= Beginning of Section =
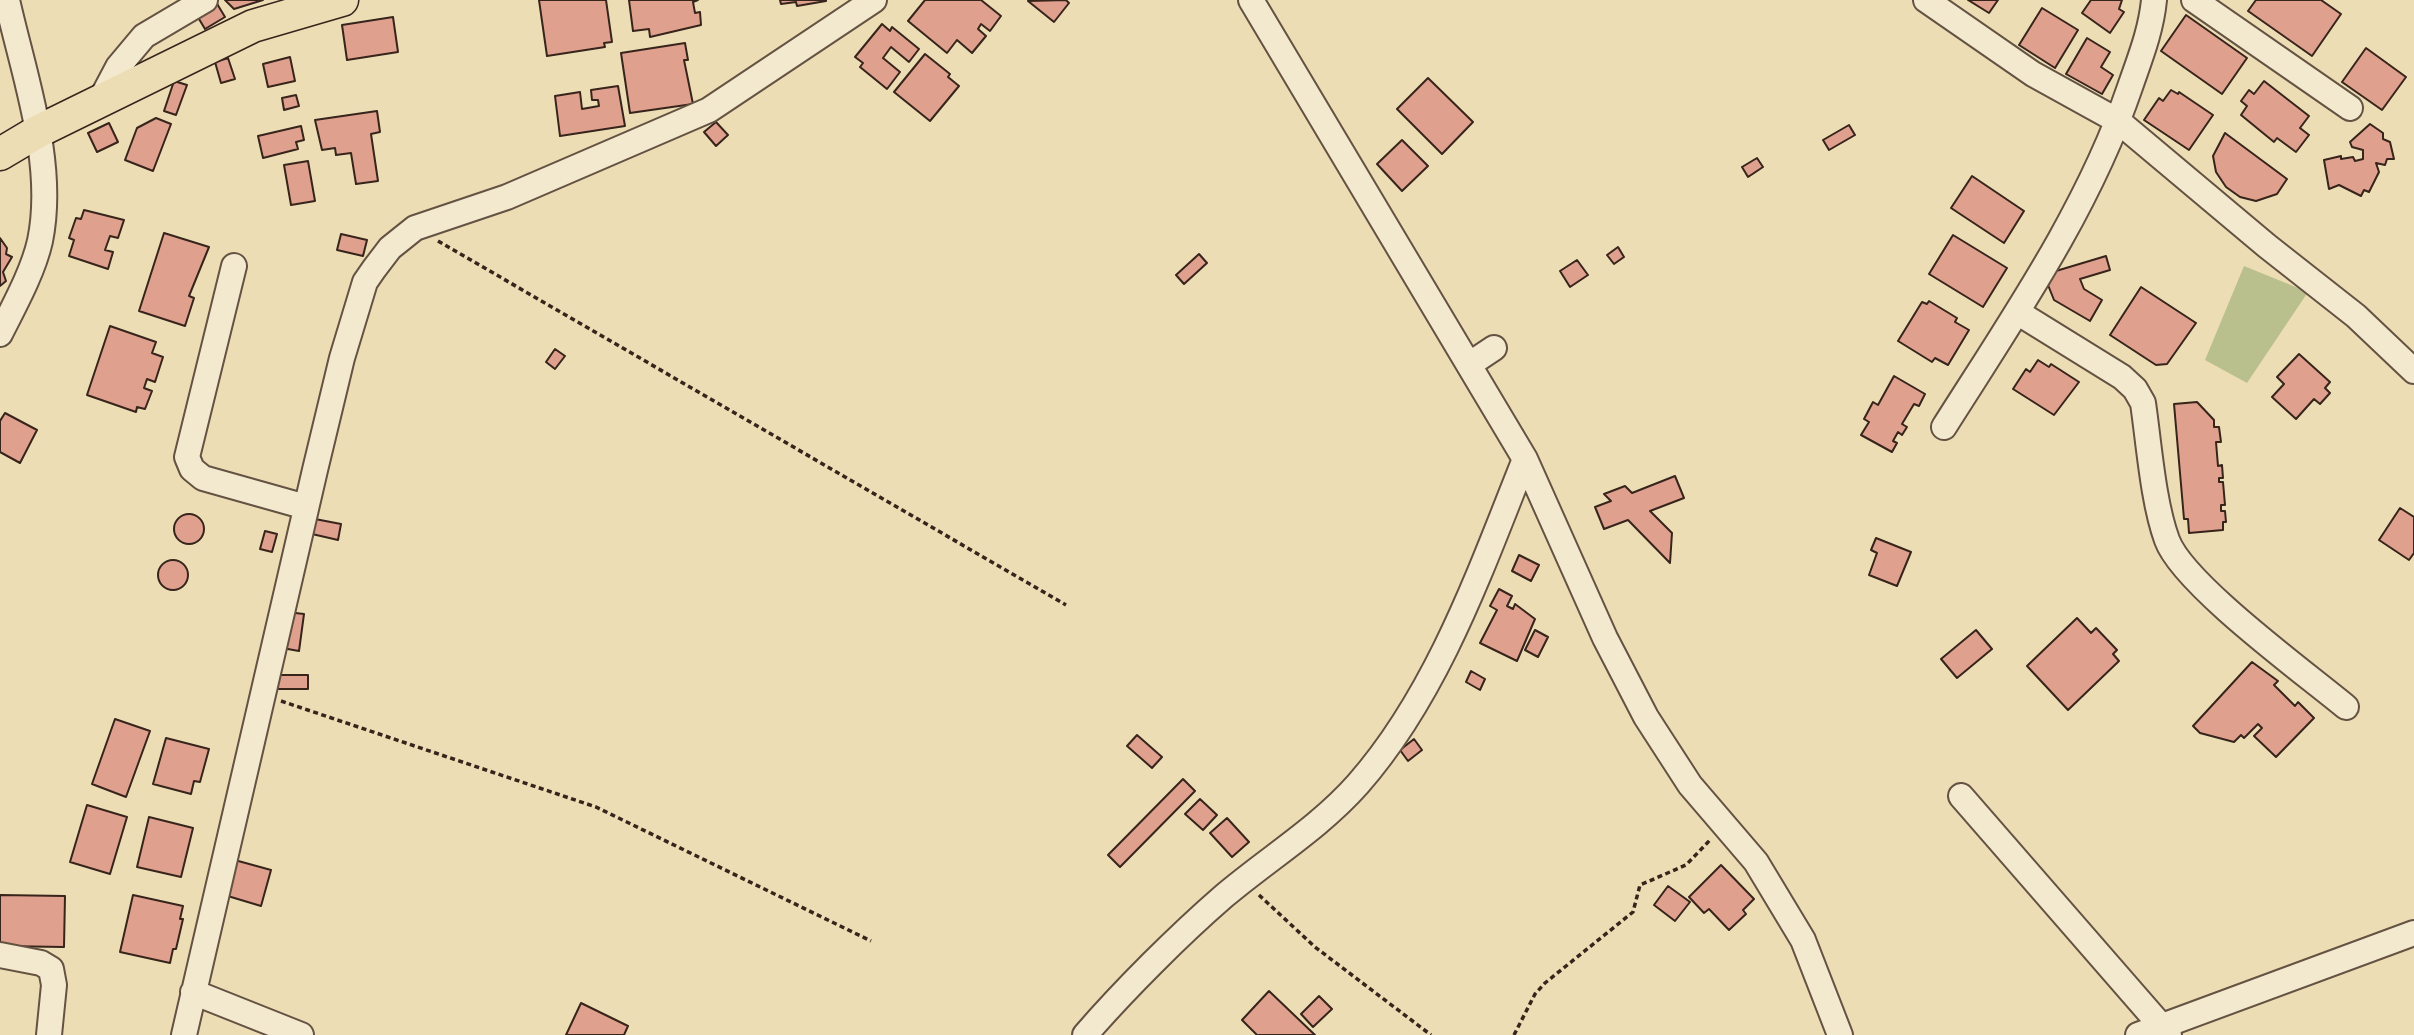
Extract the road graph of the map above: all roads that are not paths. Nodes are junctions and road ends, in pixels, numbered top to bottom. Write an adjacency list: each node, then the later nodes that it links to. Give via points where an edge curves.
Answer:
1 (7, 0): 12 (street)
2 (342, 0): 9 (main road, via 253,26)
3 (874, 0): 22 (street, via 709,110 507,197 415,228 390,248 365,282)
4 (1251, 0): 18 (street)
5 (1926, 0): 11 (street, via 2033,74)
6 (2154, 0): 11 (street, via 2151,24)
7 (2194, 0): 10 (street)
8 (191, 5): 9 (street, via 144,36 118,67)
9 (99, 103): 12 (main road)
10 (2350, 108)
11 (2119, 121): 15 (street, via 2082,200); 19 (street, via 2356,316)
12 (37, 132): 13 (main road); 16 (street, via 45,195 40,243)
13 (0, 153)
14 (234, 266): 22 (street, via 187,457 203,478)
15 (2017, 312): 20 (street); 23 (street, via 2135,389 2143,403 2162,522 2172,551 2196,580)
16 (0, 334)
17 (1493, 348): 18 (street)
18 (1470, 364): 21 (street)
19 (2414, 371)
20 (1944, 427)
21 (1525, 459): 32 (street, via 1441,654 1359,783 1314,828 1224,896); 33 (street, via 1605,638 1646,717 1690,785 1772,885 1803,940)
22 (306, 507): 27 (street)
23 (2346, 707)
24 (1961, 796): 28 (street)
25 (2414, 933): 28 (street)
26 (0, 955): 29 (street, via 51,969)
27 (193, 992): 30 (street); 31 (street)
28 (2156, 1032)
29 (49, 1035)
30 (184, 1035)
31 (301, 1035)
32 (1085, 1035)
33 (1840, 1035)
= End of Section =
* **TASK ITEM**: Reproduce the lines above letter for letter. The pictures stay behind.

* **WRITTEN RESPONSE**:
Extract the road graph of the map above: all roads that are not paths. Nodes are junctions and road ends, in pixels, numbered top to bottom. Write an adjacency list: each node, then the later nodes that it links to. Give via points where an edge curves.
Answer:
1 (7, 0): 12 (street)
2 (342, 0): 9 (main road, via 253,26)
3 (874, 0): 22 (street, via 709,110 507,197 415,228 390,248 365,282)
4 (1251, 0): 18 (street)
5 (1926, 0): 11 (street, via 2033,74)
6 (2154, 0): 11 (street, via 2151,24)
7 (2194, 0): 10 (street)
8 (191, 5): 9 (street, via 144,36 118,67)
9 (99, 103): 12 (main road)
10 (2350, 108)
11 (2119, 121): 15 (street, via 2082,200); 19 (street, via 2356,316)
12 (37, 132): 13 (main road); 16 (street, via 45,195 40,243)
13 (0, 153)
14 (234, 266): 22 (street, via 187,457 203,478)
15 (2017, 312): 20 (street); 23 (street, via 2135,389 2143,403 2162,522 2172,551 2196,580)
16 (0, 334)
17 (1493, 348): 18 (street)
18 (1470, 364): 21 (street)
19 (2414, 371)
20 (1944, 427)
21 (1525, 459): 32 (street, via 1441,654 1359,783 1314,828 1224,896); 33 (street, via 1605,638 1646,717 1690,785 1772,885 1803,940)
22 (306, 507): 27 (street)
23 (2346, 707)
24 (1961, 796): 28 (street)
25 (2414, 933): 28 (street)
26 (0, 955): 29 (street, via 51,969)
27 (193, 992): 30 (street); 31 (street)
28 (2156, 1032)
29 (49, 1035)
30 (184, 1035)
31 (301, 1035)
32 (1085, 1035)
33 (1840, 1035)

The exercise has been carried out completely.